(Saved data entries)
======
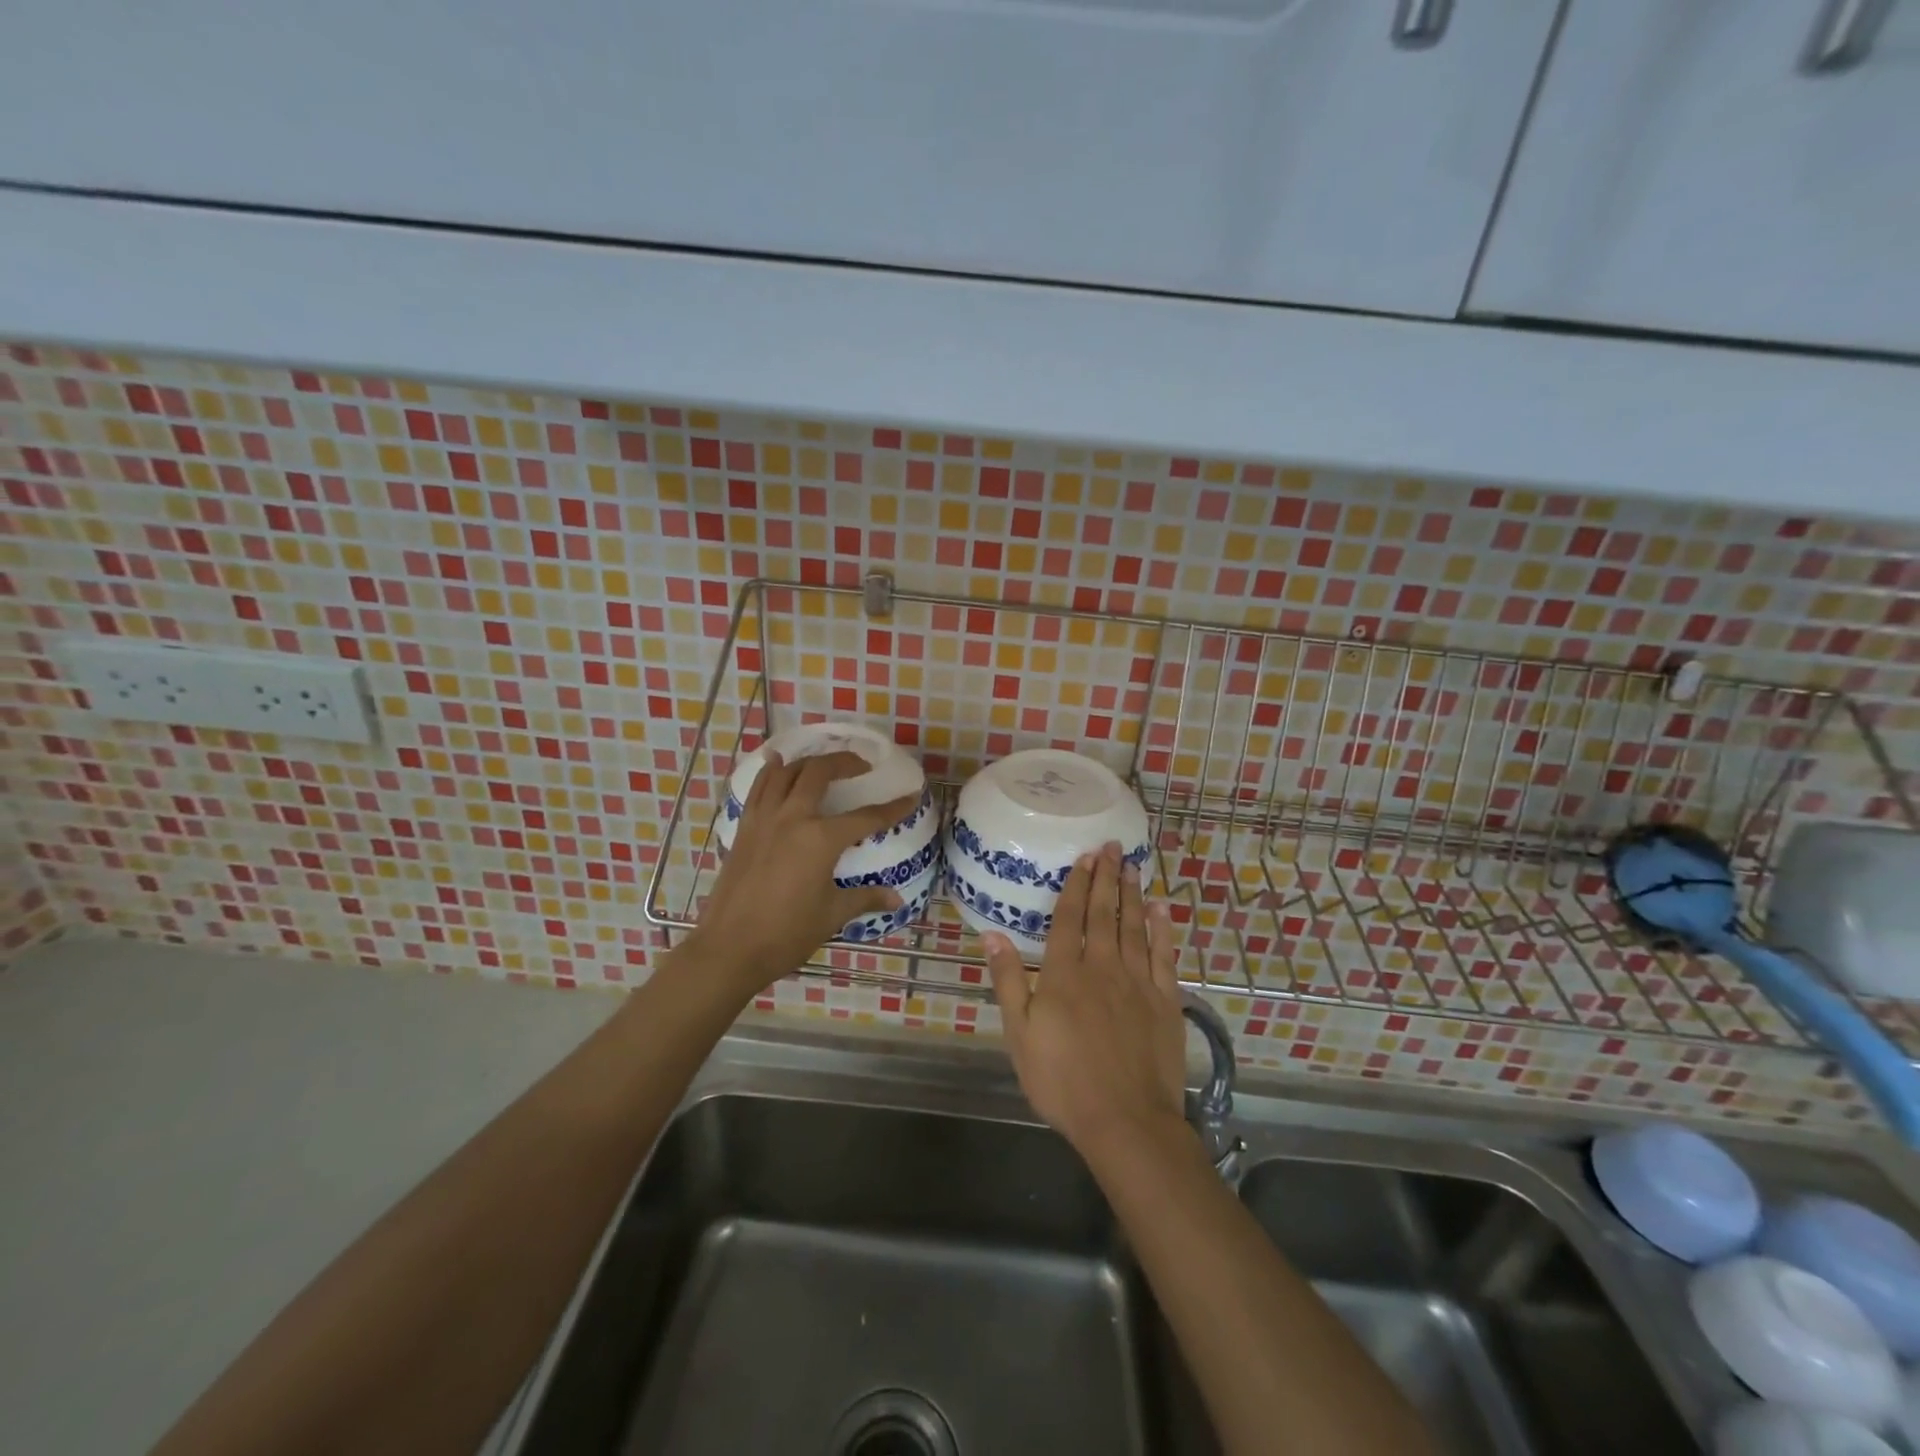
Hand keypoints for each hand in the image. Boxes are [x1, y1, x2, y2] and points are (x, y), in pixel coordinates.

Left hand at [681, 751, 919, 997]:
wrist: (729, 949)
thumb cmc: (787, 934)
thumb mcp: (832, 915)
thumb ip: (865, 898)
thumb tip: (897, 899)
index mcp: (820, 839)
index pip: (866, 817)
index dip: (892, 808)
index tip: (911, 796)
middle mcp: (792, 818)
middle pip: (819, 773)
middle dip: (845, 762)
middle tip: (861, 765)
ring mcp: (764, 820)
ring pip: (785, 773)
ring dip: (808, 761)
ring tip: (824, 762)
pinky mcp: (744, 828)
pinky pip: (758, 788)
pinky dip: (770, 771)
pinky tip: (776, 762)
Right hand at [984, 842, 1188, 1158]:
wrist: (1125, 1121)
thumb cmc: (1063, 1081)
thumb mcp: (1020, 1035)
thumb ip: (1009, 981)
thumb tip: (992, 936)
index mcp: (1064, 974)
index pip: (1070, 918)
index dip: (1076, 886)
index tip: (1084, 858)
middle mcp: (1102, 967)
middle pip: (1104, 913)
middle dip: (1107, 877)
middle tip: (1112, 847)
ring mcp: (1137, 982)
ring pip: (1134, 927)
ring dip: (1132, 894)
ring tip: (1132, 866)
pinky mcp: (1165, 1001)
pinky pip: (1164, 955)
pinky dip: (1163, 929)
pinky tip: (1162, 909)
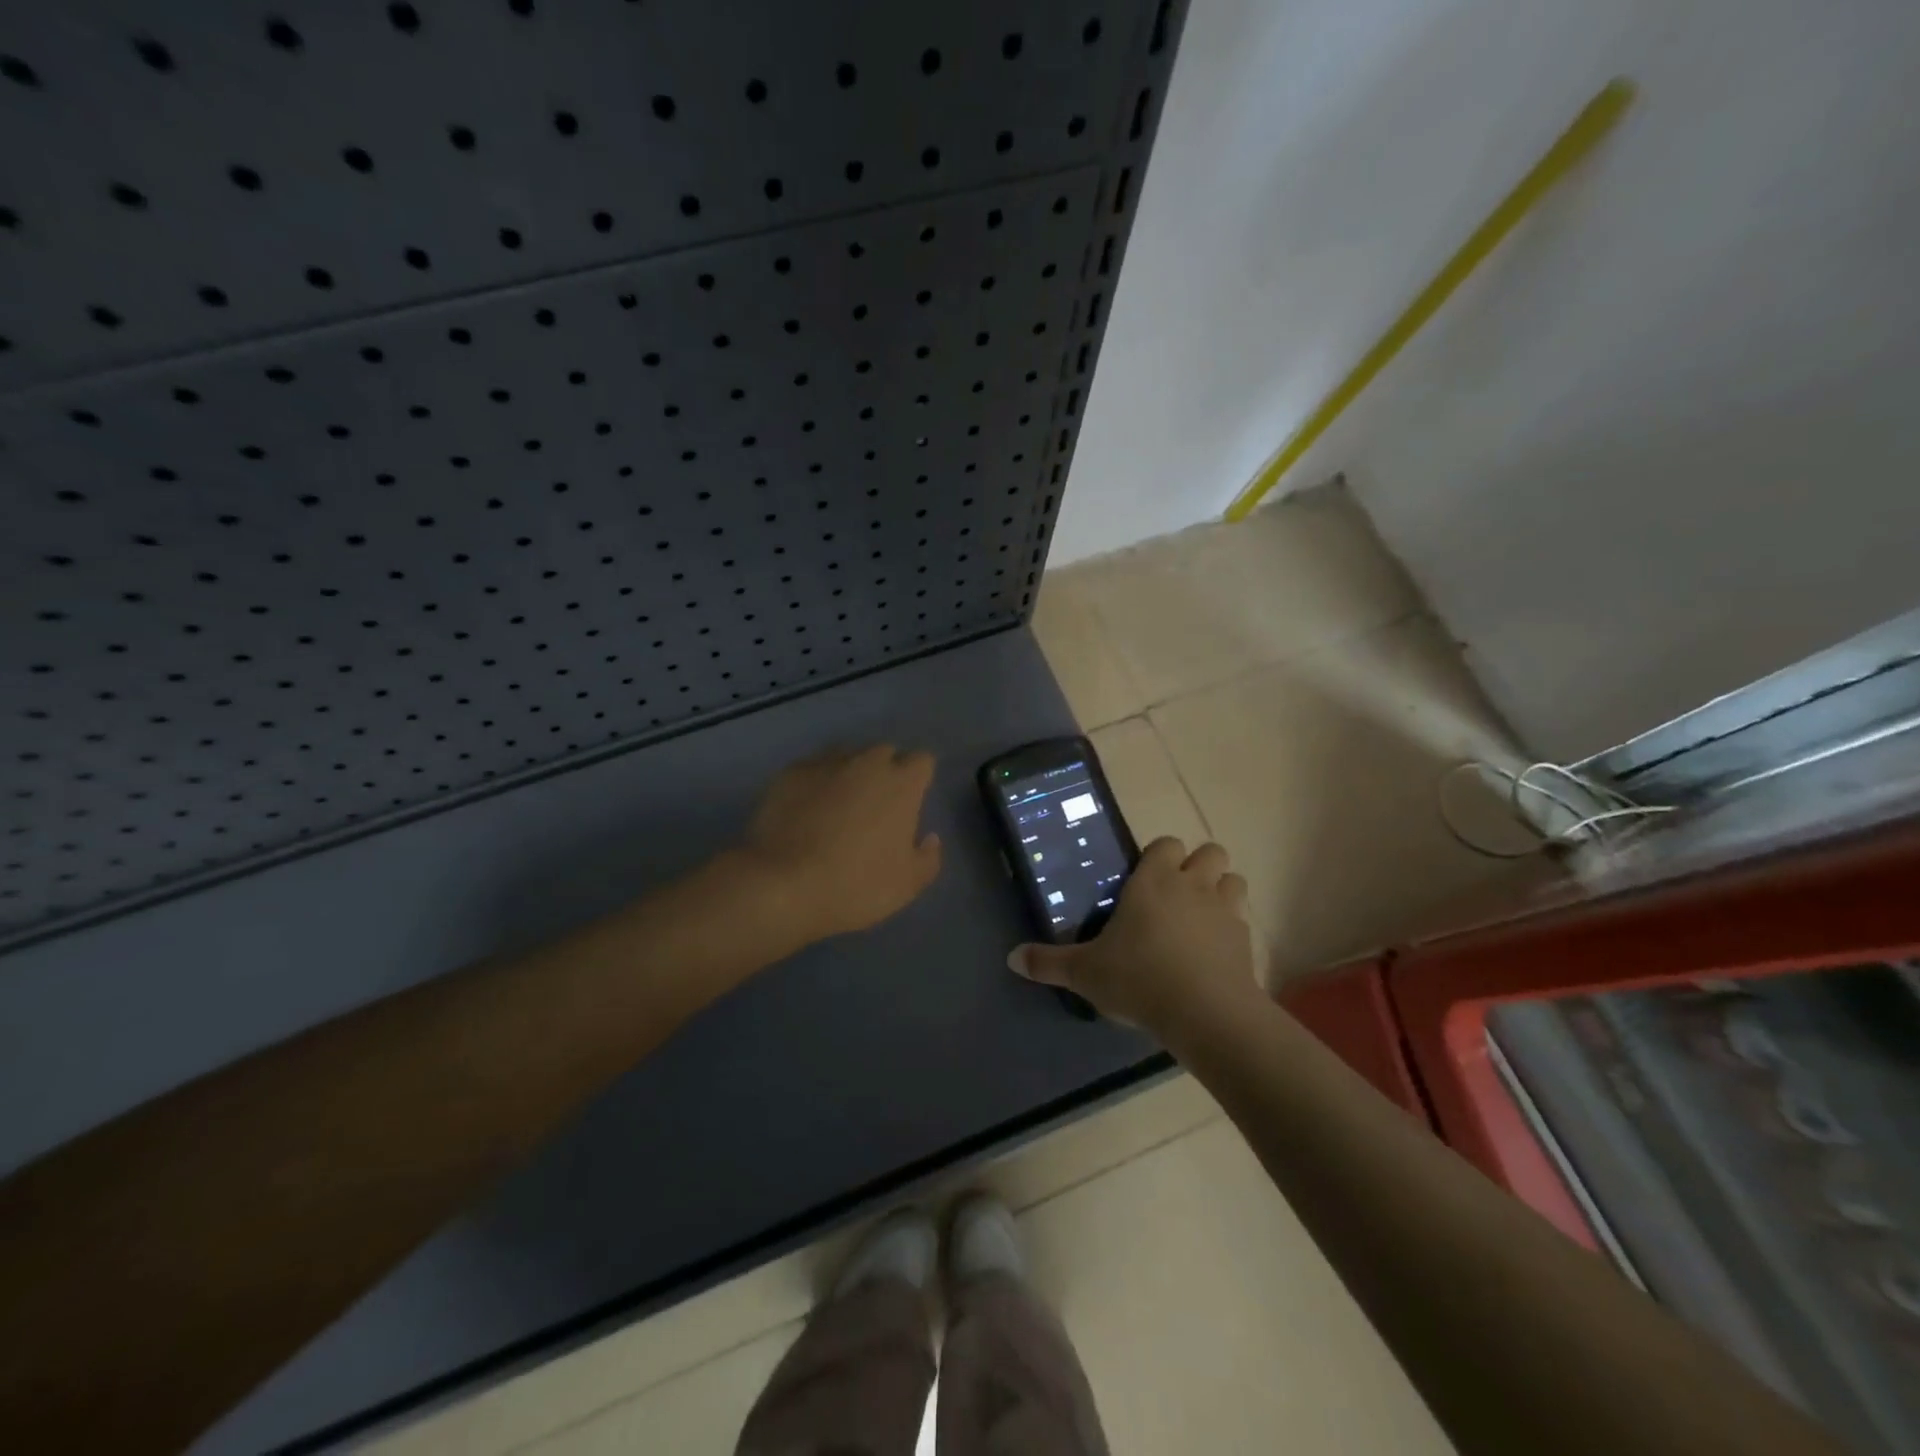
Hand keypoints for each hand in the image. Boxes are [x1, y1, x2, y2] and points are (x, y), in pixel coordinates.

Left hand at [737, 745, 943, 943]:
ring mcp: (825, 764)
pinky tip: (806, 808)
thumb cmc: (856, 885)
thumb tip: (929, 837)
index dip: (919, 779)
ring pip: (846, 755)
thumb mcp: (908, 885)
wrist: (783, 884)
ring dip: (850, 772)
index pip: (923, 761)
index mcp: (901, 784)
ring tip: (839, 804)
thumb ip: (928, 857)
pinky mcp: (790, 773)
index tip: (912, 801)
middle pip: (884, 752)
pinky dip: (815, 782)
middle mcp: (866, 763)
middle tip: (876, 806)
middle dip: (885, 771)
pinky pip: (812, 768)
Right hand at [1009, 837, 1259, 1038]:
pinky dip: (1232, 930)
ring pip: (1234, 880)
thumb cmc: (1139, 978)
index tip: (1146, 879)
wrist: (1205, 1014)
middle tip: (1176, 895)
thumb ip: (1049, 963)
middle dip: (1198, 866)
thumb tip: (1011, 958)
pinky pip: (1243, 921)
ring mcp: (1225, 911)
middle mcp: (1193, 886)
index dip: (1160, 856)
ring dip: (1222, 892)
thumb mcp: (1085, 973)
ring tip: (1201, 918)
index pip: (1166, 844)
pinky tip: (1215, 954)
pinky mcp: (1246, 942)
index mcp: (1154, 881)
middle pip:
======
◆ WHAT YOU ARE ASKED TO DO: Repeat only the stretch of data above that runs from the line with "ring dip: (1132, 894)" to the line with "pinky dip: (815, 782)". Keep both end lines; exclude pictures.

◆ RESPONSE AREA:
ring dip: (1132, 894)
ring tip: (1132, 866)
pinky mcp: (1165, 1001)
pinky pip: (1164, 955)
pinky dip: (1163, 929)
pinky tip: (1162, 909)
Hand keypoints for each hand in the image. Boxes are [x1, y1, x2, y2] and points are (x, y), in pixel coordinates.

Left hand at [737, 745, 943, 943]:
ring mcp: (825, 764)
pinky tip: (806, 808)
thumb cmc: (856, 885)
thumb tip: (929, 837)
index dip: (919, 779)
ring pip: (846, 755)
thumb mcp: (908, 885)
wrist: (783, 884)
ring dip: (850, 772)
index pip: (923, 761)
index mcp: (901, 784)
ring tip: (839, 804)
thumb ip: (928, 857)
pinky mcp: (790, 773)
index tip: (912, 801)
middle pip: (884, 752)
pinky dip: (815, 782)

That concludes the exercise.